▶ What to do: Below are entries to examine: work out how many lines contain the word "down", and give only that number.

Stored data entries
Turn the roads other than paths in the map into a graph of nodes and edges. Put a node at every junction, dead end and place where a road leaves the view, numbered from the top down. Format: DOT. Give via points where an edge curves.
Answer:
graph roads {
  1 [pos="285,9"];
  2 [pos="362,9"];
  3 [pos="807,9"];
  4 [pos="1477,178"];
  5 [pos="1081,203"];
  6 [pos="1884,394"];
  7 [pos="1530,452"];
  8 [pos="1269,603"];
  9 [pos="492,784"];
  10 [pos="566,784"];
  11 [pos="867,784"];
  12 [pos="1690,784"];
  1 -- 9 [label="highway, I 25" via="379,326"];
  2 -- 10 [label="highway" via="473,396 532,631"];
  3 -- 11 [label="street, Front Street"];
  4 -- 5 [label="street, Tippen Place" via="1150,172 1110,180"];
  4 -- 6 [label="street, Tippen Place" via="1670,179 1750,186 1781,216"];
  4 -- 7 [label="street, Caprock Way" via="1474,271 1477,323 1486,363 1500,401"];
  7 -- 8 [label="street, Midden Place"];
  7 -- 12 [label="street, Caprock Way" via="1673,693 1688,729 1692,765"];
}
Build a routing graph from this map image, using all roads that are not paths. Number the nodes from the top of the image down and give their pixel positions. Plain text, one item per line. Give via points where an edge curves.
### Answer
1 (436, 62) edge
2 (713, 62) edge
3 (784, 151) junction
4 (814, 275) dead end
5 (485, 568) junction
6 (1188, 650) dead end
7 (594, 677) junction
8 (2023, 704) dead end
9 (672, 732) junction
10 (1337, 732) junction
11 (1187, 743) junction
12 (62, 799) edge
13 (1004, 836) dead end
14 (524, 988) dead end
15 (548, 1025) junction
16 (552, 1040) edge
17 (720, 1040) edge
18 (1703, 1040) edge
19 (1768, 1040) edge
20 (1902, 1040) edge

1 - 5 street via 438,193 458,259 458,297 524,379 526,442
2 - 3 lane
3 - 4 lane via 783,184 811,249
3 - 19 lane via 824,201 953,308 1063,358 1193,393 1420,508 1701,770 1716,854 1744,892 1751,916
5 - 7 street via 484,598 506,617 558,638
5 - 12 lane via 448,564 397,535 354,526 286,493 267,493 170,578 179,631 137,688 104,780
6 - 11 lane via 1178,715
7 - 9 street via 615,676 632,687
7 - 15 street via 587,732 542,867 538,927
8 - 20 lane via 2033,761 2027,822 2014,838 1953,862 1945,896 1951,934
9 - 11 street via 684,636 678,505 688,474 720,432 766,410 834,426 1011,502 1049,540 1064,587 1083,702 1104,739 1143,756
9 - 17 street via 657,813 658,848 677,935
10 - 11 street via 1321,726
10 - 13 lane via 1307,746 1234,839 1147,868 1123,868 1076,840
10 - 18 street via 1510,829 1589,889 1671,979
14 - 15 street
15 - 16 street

▶ Response to the task: 2